Más allá de certidumbres científicas o fantasiosas, en Una historia de la lectura Alberto Manguel nos recuerda que “misteriosamente, seguimos leyendo sin disponer de una definición satisfactoria de qué es lo que hacemos”. Pero lo que sí sabemos es que “leer no es un proceso que pueda explicarse mediante un modelo mecánico; también sabemos que tiene lugar en determinadas zonas del cerebro, pero sabemos de la misma manera que esas zonas no son las únicas que participan; sabemos que el proceso de leer, como el de pensar, depende de nuestra habilidad para descifrar y hacer uso del lenguaje, del tejido de palabras que forma los textos y las ideas”.

©iStockphoto.com/cienpies

En uno de los ensayos de su espléndido libro Musicofilia, el neurólogo y escritor Oliver Sacks nos recuerda que Steven Pinker, un científico que ha estudiado muy bien las funciones cerebrales, advierte que en realidad no existe un “centro musical” único en el cerebro humano, sino que para escuchar, gozar y comprender la música es necesario activar más de una docena de redes desperdigadas por todo nuestro cerebro.
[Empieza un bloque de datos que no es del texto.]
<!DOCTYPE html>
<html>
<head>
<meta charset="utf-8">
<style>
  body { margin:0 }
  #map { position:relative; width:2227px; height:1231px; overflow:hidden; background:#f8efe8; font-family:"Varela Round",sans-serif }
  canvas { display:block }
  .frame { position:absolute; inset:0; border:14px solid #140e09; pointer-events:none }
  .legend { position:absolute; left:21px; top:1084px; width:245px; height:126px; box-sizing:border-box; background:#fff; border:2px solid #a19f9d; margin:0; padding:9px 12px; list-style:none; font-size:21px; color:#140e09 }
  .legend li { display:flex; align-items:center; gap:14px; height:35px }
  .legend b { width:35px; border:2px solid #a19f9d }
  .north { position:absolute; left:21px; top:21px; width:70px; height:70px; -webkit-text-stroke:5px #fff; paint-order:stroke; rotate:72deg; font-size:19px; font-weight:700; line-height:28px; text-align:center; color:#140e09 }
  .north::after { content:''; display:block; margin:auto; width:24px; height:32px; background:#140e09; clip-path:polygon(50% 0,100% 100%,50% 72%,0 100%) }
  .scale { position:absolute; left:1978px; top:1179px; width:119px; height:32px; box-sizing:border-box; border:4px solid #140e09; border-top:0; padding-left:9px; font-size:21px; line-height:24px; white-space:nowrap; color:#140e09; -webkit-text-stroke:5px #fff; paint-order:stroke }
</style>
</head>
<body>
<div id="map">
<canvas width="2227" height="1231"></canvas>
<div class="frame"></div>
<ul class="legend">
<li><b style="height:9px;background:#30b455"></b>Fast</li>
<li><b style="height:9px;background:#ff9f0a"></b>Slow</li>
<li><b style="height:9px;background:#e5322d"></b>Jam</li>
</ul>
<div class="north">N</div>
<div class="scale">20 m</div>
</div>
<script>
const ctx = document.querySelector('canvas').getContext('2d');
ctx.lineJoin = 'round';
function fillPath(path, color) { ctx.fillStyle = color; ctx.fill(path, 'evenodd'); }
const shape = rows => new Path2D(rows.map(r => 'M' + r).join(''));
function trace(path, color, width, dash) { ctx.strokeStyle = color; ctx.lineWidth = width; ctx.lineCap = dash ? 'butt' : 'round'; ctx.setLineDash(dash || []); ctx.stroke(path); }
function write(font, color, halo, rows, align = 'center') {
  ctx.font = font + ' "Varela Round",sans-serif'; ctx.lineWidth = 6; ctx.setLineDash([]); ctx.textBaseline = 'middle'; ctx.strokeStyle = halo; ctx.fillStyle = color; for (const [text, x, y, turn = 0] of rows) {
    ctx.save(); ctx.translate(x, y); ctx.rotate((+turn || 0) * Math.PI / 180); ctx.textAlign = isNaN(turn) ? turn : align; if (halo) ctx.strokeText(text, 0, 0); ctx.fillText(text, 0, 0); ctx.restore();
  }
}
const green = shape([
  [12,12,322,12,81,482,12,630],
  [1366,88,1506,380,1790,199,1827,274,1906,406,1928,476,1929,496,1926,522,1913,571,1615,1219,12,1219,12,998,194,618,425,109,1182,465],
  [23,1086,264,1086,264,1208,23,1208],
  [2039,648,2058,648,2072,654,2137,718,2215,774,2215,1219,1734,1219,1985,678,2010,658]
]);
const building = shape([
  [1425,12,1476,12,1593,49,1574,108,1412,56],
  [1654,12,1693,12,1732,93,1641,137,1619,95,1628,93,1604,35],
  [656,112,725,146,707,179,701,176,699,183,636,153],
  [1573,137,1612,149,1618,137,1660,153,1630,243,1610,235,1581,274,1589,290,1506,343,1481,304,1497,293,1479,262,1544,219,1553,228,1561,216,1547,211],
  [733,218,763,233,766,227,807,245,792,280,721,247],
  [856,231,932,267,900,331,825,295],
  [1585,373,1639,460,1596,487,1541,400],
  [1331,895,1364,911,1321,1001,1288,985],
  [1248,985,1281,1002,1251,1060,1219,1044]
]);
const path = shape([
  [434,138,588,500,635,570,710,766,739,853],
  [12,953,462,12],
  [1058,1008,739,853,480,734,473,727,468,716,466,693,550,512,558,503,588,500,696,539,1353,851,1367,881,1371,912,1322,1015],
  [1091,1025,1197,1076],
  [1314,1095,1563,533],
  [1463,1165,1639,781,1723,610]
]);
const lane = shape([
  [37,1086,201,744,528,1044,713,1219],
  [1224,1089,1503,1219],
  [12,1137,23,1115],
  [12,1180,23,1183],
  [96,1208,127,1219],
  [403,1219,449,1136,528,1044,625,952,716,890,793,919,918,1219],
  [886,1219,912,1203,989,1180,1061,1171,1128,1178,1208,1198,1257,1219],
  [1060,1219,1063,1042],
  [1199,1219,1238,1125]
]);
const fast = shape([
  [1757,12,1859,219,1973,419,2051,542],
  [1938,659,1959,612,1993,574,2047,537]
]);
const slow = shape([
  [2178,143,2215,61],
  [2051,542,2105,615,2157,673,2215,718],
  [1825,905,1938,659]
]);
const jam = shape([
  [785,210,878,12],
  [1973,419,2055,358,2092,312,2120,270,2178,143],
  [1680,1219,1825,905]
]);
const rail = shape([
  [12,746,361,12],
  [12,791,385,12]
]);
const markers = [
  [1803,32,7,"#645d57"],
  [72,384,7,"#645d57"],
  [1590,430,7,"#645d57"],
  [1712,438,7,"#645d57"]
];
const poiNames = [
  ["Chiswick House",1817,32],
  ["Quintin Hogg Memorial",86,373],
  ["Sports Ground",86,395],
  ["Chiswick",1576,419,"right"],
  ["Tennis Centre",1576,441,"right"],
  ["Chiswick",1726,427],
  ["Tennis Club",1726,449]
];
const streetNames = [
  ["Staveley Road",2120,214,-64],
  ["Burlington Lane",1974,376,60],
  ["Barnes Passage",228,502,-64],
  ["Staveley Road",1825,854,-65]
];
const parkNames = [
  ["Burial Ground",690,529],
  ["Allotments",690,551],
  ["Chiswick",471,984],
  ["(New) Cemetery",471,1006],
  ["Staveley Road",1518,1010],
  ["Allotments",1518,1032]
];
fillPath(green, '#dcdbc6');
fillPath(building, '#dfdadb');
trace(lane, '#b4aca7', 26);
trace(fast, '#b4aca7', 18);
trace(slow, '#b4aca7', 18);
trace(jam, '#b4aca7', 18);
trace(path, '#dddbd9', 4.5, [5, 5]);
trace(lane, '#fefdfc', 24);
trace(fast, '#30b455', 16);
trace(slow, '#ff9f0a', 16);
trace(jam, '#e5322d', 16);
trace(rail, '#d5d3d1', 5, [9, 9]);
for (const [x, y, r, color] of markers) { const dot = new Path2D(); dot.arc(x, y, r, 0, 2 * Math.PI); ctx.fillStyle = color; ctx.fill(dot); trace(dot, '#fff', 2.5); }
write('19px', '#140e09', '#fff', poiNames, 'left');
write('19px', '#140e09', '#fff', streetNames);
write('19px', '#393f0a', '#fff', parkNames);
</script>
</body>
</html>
Lo mismo pasa con la escritura y con la lectura, pues venimos dotados para la expresión oral, mas no así para la expresión escrita. ¿Qué quiere decir esto? Muy simple: que si no leemos ni escribimos no le hacemos ningún espacio en nuestro cerebro a esas funciones de disfrute, comprensión e interpretación que solo se abren camino, en nuestras redes neurológicas, cuando ejercemos las prácticas de leer y escribir.
Todo el mundo puede tener una cultura oral, pero no todo el mundo goza de una cultura escrita. Y cuando alguien dice, porque es política y etnológicamente correcto decirlo, que oralidad y escritura son equivalentes, lo que está diciendo es demagógico porque es falso a sabiendas.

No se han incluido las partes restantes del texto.